Entries provided section start

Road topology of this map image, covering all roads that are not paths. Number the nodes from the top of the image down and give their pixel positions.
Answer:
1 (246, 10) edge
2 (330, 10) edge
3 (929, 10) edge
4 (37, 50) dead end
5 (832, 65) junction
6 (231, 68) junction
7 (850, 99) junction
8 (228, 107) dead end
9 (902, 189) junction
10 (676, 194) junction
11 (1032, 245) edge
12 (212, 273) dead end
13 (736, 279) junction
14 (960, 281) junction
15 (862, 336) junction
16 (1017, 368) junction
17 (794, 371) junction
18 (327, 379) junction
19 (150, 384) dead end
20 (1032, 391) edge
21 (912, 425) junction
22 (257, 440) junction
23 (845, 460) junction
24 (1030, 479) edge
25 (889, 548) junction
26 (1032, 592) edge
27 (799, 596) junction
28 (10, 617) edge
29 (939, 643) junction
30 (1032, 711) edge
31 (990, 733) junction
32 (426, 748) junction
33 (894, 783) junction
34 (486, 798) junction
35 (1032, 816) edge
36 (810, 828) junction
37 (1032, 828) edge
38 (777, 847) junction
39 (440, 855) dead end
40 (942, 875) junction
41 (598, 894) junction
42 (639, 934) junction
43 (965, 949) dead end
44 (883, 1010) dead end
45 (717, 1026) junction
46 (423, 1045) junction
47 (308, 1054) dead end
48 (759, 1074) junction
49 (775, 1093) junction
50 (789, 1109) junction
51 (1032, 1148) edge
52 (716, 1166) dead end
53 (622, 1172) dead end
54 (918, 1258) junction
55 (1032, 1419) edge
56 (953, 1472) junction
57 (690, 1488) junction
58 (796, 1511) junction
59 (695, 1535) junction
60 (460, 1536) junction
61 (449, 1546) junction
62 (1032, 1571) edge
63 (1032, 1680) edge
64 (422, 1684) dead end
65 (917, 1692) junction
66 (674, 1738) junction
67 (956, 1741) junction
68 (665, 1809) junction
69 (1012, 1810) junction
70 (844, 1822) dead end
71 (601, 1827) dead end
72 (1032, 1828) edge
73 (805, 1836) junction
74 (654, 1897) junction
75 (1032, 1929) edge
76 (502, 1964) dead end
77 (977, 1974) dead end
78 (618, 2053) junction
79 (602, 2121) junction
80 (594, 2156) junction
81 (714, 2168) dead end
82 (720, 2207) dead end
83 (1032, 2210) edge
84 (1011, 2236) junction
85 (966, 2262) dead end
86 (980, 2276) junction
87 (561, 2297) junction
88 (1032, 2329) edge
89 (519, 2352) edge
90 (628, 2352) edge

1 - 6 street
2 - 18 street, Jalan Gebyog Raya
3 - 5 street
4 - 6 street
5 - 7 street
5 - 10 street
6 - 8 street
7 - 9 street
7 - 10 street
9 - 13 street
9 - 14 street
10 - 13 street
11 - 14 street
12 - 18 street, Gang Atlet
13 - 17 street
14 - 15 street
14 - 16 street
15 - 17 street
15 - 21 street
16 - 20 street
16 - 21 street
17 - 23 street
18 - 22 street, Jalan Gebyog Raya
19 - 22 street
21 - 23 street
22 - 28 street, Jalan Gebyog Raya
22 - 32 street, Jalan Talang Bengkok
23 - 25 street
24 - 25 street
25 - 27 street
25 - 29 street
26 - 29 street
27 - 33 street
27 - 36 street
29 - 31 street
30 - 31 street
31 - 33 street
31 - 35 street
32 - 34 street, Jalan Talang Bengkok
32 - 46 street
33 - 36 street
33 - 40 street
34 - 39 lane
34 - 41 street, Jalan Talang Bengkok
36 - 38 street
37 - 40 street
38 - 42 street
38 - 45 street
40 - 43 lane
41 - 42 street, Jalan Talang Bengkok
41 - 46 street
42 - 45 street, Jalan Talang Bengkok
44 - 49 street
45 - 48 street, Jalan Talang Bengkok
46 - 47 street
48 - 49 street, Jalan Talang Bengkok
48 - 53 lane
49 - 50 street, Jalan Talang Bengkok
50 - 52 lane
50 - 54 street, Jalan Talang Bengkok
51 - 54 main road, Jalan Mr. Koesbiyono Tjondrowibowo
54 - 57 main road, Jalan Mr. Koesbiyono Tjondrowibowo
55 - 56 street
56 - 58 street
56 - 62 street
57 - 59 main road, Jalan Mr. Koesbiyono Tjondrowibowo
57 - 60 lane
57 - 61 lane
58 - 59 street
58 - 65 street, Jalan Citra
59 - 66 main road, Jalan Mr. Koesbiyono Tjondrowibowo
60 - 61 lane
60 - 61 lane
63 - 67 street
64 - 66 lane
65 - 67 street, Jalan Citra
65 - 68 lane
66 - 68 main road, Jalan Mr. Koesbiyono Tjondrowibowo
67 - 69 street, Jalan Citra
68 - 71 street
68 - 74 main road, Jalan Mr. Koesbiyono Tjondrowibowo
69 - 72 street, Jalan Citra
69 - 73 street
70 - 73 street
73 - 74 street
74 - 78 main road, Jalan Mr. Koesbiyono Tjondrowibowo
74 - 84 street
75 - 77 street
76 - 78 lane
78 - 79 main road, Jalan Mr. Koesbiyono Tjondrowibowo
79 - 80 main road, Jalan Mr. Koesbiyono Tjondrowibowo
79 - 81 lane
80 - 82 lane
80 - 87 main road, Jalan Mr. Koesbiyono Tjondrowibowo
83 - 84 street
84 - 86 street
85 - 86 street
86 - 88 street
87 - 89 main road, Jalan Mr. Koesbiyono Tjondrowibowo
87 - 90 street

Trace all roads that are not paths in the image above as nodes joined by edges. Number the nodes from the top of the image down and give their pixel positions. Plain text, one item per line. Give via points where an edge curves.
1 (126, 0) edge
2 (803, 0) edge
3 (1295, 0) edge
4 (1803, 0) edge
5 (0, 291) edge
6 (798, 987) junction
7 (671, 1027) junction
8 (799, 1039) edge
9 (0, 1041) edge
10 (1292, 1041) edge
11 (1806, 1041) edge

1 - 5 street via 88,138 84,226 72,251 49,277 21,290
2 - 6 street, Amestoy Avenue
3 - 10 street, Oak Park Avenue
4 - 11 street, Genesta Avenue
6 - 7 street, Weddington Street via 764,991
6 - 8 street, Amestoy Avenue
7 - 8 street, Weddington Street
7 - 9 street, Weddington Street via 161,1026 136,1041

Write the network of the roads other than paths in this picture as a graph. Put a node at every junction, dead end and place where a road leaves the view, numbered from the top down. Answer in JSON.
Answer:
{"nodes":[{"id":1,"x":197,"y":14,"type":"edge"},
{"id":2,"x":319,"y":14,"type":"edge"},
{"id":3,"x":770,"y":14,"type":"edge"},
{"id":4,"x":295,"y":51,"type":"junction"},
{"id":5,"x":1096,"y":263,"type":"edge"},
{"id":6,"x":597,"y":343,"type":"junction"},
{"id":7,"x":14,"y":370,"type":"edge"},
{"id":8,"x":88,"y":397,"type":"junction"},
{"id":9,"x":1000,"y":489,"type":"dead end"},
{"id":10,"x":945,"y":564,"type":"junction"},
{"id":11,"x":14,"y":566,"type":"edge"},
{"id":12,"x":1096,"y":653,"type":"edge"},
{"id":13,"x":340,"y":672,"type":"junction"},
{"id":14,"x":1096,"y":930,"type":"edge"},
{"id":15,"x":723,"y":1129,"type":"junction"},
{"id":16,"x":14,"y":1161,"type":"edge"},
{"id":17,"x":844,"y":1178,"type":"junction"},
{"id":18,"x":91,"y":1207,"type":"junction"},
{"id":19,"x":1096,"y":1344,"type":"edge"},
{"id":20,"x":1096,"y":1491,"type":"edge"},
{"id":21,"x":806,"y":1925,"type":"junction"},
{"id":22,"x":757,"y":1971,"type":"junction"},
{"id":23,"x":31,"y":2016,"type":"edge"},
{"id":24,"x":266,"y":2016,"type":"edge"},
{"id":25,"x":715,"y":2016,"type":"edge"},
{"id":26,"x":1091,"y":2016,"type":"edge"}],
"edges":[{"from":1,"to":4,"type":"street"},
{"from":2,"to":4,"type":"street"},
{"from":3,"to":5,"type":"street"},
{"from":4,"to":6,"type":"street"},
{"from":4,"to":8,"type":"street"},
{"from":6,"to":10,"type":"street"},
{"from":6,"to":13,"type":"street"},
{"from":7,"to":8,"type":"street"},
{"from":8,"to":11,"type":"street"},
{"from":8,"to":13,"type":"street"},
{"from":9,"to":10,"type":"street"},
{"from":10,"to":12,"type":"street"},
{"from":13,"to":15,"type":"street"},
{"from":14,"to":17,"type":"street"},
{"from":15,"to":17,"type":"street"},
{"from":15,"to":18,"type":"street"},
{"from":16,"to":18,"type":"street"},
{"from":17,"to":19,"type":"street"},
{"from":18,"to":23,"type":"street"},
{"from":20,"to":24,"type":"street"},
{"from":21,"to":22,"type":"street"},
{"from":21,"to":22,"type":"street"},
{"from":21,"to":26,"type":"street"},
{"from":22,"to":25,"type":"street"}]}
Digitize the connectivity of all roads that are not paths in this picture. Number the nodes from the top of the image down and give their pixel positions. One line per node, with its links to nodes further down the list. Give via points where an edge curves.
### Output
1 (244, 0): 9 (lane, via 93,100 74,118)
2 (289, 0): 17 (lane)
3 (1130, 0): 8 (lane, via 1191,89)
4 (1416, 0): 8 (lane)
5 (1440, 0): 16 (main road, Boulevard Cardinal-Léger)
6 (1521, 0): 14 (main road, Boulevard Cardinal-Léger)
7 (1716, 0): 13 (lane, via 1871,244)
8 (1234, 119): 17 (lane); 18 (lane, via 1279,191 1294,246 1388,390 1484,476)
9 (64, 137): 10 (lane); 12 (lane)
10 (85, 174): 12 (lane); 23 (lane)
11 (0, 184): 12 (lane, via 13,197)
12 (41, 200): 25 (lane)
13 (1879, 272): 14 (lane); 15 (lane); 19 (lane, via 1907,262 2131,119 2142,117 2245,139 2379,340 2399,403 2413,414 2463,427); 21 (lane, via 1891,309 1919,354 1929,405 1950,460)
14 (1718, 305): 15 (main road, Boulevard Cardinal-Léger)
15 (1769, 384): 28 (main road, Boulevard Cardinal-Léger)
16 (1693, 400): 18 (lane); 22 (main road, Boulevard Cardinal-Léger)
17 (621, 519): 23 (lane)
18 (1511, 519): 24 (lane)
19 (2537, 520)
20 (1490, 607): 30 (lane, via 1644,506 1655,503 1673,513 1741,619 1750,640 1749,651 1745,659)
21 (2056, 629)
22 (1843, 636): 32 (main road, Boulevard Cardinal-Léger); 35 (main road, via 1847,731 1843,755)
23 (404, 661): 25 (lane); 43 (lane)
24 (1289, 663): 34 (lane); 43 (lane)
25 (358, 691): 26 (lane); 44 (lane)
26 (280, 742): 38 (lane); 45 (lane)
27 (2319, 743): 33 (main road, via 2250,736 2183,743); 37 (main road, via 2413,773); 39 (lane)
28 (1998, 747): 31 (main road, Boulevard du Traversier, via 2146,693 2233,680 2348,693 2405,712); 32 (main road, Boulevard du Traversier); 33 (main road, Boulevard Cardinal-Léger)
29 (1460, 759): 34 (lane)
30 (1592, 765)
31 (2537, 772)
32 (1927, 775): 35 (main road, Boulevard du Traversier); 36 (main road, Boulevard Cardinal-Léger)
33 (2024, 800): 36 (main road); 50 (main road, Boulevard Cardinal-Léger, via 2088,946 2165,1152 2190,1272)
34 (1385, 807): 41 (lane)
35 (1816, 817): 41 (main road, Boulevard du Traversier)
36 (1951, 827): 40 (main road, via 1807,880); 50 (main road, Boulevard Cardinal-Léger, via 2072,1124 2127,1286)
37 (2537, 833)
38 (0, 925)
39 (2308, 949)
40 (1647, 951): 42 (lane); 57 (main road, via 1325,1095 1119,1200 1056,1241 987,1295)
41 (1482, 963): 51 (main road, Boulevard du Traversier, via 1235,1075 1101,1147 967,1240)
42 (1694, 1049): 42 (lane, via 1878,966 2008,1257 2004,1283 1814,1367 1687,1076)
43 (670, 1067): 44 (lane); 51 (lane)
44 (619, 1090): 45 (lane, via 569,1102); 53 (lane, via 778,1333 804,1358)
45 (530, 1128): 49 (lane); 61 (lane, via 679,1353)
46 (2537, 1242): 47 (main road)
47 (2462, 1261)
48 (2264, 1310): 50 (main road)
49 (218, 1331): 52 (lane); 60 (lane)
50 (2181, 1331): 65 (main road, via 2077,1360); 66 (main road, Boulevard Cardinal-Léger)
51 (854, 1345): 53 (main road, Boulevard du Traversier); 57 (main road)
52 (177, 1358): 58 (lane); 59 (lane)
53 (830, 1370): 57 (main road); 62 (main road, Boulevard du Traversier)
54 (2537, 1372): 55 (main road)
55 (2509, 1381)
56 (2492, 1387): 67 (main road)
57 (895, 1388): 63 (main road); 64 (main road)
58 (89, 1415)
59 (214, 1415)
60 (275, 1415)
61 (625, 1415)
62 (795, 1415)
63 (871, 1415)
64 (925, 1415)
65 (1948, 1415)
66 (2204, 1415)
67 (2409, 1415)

Entries provided section end

Work request
When a line contains the string "curves", copy it from the records.

Solution
Trace all roads that are not paths in the image above as nodes joined by edges. Number the nodes from the top of the image down and give their pixel positions. Plain text, one item per line. Give via points where an edge curves.
Digitize the connectivity of all roads that are not paths in this picture. Number the nodes from the top of the image down and give their pixel positions. One line per node, with its links to nodes further down the list. Give via points where an edge curves.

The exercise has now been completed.